--- Task details ---
Whenever a line in the records below holds the string "rrect", include it in the count, and state the number alone.

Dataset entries
##############################
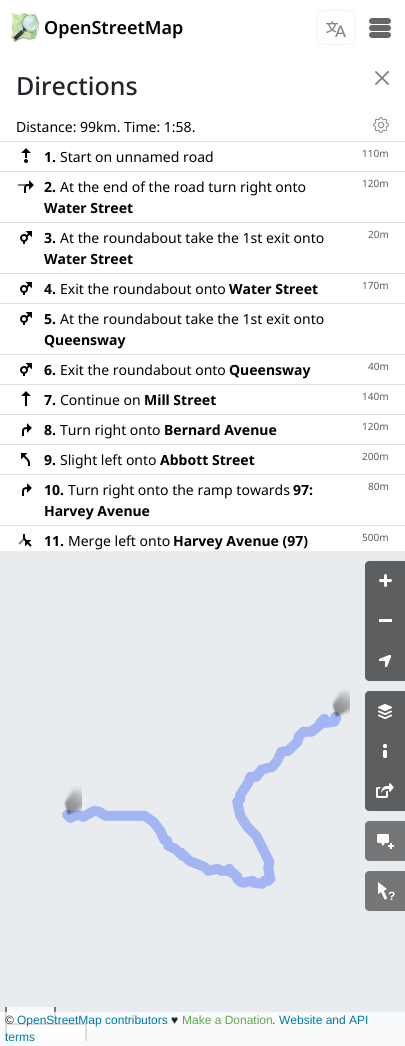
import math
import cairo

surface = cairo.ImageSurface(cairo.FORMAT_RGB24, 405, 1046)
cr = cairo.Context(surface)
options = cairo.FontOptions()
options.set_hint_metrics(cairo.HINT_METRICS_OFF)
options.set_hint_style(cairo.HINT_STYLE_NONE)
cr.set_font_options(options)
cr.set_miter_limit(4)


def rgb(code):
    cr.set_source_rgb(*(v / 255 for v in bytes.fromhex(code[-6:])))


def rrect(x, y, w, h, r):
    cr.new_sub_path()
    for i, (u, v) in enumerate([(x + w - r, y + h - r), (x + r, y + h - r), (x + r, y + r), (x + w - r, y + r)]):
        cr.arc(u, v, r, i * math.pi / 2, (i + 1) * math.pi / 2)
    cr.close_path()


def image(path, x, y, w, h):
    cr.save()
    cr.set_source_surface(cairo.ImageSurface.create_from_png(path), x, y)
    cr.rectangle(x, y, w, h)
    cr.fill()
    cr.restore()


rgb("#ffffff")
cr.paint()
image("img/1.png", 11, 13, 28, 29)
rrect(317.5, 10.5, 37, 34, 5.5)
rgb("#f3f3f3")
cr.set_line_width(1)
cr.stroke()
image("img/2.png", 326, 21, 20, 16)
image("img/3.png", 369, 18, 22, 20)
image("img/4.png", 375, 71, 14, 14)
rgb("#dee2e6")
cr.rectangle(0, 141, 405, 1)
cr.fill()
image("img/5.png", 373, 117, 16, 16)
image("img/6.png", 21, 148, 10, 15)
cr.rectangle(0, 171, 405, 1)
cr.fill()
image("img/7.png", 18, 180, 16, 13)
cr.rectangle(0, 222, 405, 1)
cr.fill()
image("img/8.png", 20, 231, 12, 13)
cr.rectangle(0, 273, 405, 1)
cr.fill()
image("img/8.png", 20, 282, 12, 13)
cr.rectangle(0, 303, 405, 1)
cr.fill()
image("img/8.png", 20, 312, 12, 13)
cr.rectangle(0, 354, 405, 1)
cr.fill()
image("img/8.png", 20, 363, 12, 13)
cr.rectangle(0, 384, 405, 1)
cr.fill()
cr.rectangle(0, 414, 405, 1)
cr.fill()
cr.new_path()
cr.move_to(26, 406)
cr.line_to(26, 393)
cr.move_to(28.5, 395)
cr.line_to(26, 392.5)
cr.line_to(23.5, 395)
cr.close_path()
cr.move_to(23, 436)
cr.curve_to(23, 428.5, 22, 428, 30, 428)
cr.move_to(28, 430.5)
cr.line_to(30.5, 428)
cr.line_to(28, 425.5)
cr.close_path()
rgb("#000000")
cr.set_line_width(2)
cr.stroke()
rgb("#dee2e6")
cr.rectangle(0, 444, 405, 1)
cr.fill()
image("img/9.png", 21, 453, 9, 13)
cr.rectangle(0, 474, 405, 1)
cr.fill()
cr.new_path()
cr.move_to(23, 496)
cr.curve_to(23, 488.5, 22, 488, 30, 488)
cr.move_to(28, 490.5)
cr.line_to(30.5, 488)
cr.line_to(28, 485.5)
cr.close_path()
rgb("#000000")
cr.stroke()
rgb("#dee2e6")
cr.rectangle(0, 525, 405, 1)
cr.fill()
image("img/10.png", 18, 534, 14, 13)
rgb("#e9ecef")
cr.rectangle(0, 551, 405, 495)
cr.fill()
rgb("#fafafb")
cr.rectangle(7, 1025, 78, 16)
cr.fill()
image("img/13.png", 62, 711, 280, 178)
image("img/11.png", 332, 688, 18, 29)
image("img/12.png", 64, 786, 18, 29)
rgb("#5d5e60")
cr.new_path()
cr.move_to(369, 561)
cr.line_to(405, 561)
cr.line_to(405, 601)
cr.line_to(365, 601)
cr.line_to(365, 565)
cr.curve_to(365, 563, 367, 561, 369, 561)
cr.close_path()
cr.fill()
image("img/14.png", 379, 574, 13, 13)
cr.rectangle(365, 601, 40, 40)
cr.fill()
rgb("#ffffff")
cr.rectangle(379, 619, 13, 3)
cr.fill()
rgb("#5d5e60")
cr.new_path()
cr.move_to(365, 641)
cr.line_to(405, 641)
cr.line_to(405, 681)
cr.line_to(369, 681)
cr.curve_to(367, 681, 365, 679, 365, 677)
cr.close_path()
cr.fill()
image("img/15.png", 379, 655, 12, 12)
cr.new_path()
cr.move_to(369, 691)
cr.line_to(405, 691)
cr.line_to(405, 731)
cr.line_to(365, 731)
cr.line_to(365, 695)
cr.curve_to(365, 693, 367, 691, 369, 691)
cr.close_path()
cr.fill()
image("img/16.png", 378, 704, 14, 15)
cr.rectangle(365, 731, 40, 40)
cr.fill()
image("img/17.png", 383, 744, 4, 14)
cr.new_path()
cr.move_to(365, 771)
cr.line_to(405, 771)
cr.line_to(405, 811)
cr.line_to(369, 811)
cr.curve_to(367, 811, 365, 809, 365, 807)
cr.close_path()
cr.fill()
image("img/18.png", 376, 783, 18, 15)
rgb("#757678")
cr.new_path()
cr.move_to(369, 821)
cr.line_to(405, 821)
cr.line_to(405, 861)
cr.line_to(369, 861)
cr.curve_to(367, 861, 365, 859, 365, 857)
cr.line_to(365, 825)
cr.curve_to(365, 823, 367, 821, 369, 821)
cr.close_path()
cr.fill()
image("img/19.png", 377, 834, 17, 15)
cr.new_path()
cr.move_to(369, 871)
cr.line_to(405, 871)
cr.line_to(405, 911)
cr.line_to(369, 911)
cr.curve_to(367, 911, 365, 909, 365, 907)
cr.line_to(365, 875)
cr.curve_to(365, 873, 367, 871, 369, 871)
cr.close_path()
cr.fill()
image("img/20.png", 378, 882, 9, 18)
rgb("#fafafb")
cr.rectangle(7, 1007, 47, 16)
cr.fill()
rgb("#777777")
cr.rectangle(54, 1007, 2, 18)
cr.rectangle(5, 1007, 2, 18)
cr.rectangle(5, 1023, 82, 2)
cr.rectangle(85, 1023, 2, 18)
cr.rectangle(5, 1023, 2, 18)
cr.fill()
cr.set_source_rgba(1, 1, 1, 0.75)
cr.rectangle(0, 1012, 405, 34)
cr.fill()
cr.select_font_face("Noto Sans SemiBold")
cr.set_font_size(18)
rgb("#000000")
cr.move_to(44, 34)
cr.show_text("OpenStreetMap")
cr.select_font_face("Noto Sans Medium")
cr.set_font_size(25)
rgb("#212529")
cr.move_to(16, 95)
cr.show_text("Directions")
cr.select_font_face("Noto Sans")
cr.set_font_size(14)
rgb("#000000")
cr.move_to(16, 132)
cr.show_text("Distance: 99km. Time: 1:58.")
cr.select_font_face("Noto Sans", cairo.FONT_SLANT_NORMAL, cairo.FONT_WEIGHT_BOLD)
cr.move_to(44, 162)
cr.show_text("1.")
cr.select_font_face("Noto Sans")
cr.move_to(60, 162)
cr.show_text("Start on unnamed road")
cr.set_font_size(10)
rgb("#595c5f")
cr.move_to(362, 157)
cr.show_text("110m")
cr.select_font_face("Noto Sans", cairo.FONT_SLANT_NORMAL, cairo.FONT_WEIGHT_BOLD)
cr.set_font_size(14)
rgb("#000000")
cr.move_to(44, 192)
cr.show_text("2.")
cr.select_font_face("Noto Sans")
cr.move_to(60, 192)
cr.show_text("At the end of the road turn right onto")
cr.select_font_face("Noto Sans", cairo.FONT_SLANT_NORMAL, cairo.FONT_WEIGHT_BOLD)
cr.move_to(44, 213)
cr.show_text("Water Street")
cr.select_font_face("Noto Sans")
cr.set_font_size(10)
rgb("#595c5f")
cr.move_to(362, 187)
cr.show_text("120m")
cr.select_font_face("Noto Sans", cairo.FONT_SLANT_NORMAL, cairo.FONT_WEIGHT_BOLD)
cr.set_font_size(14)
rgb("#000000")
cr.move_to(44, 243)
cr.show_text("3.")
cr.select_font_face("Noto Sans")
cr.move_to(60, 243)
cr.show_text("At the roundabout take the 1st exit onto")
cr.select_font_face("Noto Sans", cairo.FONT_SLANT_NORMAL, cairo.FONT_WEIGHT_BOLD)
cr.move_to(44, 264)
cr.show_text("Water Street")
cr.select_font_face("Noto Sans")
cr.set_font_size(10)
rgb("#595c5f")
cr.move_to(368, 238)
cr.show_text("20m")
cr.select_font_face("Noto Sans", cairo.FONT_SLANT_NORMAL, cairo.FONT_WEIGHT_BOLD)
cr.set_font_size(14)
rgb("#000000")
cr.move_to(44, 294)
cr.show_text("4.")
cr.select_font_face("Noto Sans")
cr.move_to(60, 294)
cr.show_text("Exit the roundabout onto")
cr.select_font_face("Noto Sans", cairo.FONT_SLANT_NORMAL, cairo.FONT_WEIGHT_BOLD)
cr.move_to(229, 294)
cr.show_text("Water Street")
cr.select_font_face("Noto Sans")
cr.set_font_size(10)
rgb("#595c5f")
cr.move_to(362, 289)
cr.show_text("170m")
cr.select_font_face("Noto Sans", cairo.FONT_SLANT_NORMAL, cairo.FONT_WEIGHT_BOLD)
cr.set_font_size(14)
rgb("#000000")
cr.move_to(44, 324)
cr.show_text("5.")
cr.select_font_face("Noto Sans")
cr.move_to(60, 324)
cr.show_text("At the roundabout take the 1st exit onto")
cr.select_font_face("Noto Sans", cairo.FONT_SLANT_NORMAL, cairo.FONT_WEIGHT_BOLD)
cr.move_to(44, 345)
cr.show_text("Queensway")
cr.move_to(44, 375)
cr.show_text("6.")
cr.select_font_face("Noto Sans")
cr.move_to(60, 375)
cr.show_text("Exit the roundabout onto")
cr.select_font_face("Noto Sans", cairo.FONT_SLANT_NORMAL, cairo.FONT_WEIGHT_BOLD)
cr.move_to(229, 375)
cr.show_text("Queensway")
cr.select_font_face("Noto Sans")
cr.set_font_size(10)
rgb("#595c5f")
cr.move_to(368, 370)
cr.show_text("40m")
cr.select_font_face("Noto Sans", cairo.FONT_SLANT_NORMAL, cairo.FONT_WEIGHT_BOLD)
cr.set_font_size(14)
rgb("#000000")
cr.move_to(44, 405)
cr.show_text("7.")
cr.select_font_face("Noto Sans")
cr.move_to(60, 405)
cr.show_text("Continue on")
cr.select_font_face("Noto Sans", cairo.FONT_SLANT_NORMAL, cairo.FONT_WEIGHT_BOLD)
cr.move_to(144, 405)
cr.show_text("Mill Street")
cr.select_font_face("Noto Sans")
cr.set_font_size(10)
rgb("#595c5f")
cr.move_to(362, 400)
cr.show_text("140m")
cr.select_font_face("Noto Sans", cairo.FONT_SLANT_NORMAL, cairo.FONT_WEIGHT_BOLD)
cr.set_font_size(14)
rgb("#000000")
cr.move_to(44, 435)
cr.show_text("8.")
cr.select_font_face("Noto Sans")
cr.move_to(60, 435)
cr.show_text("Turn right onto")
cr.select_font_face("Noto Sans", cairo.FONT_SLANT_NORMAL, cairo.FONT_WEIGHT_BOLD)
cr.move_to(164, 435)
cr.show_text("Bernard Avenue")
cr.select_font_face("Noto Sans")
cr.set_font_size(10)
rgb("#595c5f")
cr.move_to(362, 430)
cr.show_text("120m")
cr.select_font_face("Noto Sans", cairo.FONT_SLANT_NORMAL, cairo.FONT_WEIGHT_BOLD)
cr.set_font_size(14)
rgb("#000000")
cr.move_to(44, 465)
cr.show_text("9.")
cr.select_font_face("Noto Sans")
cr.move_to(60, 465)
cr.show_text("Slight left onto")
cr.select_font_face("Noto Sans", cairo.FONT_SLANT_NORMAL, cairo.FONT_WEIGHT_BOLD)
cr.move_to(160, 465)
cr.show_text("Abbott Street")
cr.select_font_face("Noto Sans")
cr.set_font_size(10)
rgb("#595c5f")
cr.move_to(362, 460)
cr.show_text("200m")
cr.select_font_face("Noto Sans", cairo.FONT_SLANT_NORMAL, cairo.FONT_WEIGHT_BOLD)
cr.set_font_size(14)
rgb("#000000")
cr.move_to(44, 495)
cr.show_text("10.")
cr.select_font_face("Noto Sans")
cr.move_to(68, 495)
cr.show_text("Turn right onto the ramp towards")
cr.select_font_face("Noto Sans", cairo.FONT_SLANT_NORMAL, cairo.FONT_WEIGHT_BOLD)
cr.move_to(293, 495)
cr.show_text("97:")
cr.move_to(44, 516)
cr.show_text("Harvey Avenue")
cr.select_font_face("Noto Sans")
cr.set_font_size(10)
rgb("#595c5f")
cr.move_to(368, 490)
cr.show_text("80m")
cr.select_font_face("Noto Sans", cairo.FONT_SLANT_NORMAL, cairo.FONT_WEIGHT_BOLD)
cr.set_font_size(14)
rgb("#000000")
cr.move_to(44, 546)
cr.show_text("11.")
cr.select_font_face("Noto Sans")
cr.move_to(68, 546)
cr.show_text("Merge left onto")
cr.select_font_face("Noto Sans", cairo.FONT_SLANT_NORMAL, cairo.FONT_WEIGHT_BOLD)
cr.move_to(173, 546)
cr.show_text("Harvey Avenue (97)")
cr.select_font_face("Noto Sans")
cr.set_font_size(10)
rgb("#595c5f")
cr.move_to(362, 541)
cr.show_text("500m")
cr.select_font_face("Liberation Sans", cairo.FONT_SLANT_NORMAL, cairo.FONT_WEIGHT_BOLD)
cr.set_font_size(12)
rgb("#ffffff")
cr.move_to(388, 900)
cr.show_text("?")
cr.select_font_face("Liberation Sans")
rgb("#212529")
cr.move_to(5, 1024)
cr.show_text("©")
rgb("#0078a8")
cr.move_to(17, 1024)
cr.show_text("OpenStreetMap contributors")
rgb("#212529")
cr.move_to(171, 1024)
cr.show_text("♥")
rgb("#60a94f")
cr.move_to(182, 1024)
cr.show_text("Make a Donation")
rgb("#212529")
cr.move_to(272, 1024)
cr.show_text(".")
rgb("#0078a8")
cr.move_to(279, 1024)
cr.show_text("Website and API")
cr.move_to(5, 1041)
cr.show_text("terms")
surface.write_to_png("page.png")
##############################
--- Expected answer ---
2